June, 1 2020 – By Serina Tatham
Everyone loves a picnic and they are the epitome of summer. With the weather becoming warmer and more predictable, as well as lockdown restrictions easing, spontaneous picnics are on the rise. But with pre-packaged sandwiches and disposable utensils being more appealing than spending time in the kitchen, they have the potential to generate a serious amount of waste.
When planning a picnic, we’re all guilty of heading to our local supermarket and filling up our baskets and trolleys with take-away sandwiches, bottles of drinks and plastic containers of sausage rolls.
But all this is seriously damaging for the environment, especially as we have a tendency not to clear up after ourselves.

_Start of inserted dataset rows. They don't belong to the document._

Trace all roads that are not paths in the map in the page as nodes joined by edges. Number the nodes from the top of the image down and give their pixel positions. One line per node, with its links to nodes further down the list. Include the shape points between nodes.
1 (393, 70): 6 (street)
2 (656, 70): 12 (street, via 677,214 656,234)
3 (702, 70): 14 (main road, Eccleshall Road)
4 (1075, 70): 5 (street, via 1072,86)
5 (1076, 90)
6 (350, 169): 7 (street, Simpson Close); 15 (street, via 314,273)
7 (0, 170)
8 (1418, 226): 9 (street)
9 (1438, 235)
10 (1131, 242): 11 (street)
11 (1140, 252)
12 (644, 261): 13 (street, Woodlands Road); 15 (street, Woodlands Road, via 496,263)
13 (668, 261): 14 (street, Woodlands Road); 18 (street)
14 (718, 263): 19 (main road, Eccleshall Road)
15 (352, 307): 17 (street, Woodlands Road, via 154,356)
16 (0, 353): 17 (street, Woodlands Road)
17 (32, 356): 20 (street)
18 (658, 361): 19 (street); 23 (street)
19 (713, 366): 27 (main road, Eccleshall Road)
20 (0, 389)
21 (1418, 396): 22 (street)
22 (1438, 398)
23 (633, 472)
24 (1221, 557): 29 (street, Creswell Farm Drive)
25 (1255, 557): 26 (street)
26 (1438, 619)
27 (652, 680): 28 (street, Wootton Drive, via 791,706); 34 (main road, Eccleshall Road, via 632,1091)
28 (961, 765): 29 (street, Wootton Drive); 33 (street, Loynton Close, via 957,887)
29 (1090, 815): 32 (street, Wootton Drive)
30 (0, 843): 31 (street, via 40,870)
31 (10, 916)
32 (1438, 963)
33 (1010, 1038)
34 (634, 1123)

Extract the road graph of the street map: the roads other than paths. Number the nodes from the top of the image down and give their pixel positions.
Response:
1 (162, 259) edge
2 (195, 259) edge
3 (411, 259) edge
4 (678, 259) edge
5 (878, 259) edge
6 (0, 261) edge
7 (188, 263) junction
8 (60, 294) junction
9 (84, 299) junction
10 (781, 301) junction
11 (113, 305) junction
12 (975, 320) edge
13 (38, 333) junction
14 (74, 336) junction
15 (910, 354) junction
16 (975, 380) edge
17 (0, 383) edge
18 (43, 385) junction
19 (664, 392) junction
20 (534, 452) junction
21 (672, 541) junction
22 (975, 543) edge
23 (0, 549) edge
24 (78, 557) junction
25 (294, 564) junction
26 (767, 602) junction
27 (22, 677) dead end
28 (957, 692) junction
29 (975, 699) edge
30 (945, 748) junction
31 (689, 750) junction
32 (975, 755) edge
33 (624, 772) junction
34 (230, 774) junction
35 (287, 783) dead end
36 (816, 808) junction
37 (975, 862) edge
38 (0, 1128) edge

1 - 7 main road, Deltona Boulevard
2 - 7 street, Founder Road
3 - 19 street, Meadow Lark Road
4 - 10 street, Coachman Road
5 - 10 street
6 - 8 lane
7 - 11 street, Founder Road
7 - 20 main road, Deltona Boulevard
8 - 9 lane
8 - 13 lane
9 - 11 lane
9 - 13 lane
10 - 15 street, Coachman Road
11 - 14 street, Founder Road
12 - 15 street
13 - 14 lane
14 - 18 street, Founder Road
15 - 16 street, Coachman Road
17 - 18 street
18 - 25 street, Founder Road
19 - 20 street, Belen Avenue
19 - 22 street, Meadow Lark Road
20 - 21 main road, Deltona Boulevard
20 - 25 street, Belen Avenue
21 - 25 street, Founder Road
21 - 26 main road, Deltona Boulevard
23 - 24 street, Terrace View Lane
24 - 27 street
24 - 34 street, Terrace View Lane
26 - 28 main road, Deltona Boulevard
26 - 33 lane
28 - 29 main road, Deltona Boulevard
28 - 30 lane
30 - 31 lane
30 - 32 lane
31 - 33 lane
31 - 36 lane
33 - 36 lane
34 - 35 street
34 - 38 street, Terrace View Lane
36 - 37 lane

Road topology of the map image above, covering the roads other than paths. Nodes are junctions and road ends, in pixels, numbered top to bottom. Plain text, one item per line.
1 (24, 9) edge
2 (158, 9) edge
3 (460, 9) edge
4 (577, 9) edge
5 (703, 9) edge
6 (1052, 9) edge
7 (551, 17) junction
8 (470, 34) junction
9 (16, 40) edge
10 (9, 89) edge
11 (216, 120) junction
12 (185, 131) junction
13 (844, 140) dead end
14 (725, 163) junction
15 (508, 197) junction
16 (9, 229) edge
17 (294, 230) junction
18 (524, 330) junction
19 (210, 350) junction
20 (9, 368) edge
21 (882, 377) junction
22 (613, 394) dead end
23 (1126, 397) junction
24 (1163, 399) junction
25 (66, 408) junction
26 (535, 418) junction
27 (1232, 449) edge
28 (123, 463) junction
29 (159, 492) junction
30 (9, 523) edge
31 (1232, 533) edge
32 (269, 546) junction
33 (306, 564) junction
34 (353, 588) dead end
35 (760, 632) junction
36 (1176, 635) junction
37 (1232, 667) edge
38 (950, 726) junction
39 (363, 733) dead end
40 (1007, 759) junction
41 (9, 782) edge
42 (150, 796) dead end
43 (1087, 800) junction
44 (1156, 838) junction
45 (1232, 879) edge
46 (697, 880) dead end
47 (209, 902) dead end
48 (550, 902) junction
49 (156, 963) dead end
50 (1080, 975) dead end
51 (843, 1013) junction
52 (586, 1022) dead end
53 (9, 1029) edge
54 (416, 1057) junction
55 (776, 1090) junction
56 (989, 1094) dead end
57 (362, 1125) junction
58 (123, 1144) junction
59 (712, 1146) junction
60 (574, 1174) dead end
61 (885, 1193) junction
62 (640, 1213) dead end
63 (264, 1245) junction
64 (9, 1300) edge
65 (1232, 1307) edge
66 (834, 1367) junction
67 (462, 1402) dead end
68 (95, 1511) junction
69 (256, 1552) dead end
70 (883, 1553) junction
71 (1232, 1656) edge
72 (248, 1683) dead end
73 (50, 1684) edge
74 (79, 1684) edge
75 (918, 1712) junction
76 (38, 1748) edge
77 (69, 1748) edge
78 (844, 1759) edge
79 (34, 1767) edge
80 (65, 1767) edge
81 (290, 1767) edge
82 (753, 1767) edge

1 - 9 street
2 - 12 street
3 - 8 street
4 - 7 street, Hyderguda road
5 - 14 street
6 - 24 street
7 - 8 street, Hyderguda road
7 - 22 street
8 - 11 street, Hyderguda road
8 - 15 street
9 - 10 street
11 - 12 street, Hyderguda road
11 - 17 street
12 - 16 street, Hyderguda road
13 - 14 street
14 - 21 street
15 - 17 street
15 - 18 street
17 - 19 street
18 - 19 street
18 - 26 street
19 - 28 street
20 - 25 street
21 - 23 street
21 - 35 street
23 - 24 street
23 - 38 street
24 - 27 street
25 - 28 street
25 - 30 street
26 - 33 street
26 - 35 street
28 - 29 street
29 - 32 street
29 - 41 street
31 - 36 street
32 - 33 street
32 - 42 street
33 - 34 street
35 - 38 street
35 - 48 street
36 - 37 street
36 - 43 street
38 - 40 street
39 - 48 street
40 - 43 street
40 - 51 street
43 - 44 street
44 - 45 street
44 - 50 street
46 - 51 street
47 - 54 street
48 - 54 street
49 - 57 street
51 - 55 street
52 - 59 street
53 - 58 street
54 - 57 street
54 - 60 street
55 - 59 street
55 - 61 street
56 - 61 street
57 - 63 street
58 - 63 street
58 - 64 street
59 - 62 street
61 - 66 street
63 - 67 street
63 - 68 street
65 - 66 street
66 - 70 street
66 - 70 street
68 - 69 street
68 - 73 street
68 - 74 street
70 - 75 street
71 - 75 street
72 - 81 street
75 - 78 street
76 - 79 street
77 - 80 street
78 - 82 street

Plastic can take hundreds of years to break down, with a single straw taking 200 years to biodegrade. So, even if it is recyclable, it’s definitely not the best option. And with the whole picnic basket being full of individually packaged food and drink, the amount of plastic you end up accumulating is huge. And we’re not even on to the plates or napkins.
Luckily, there are some super easy and inexpensive swaps you can make which may even end up saving you money and will help you make the transition to having a more sustainable, plastic-free picnic.
First up is food – the main culprit. Supermarkets advertise pre-packaged picnic food all summer and it can certainly be appealing. But before you automatically load up on ready-made salads and miniature pork pies, stop and think for a minute about what is actually taking up the most space in your basket: plastic.
It takes five minutes to make some finger sandwiches, but can save so much more: your money and the environment for starters. Pack them in Tupperware or beeswax wraps instead of cling film. We love these which can be picked up online or from any major supermarket.
It’s not just sandwiches which are easy to make. Buy a fresh baguette and blend up some chickpeas, tahini, and flavour of your choice (sundried tomato or red pepper works amazingly) for a quick hummus. Alternatively, whiz some nuts, basil, oil, lemon and seasoning for a delicious pesto that can be used to dress salads or go in sandwiches. Decant into old jam jars to take on the go.
Some of our favourite picnic foods include sandwiches, baguettes, home-made dips, cold pasta salad, and fruit skewers (don’t forget the melted chocolate for dipping!). If you can, support your local farms and stores when buying produce. You can find some of our UK favourite here.
Whilst we’re all getting better at choosing reusable straws over disposable ones, it is all too easy to slip into bad habits when it seems like the easier option.
If you are among the minority that haven’t bought a reusable straw yet, your local supermarket should stock metal versions. Alternatively, ditch them altogether.
Paper plates and napkins can seem like the most hassle-free way of picnicking, but they do more harm than good. If you don’t want to bring your own plates from home – we get it, they’re heavy – a bamboo set is much more lightweight. We love this set of four from LEON, available at John Lewis.
For messy eaters cloth napkins are a sustainable option which are easy to wash and re-use year in, year out.
Many shops now also sell bamboo cutlery sets which are a great zero-waste swap if you picnic regularly. Bamboo is great for many reasons: it’s fast-growing, doesn’t use a lot of water or any pesticides, and it can grow anywhere. Products made from bamboo are compostable and biodegradable as well as extremely strong and lightweight, making them the perfect choice for your picnic.
Aside from the environmental costs, it can be expensive to buy lots of bottles of juice and lemonade. It takes no time at all to fill up a reusable bottle or make a jug of homemade iced tea to take with you, and if you want to post pictures on Instagram, mason jars instead of cups are a nice touch.
It may seem daunting to start your sustainable picnic collection from scratch, but with reusable items being available everywhere there really is no excuse. It may be initially more expensive, but in the long-run you’ll save money as you won’t need to buy packs of paper plates or napkins each year.
Also, don’t let the thought of making your own food and drink put you off. As tempting as it may seem to buy everything ready-made from the supermarket, it really doesn’t take long to do it yourself. As an added bonus, you’re more likely to make healthier choices and you’ll know exactly what’s gone into it.
As a final note, try to pick somewhere local when deciding on your destination so as not to gulp too much petrol. Most importantly, though, leave the area cleaner than when you found it.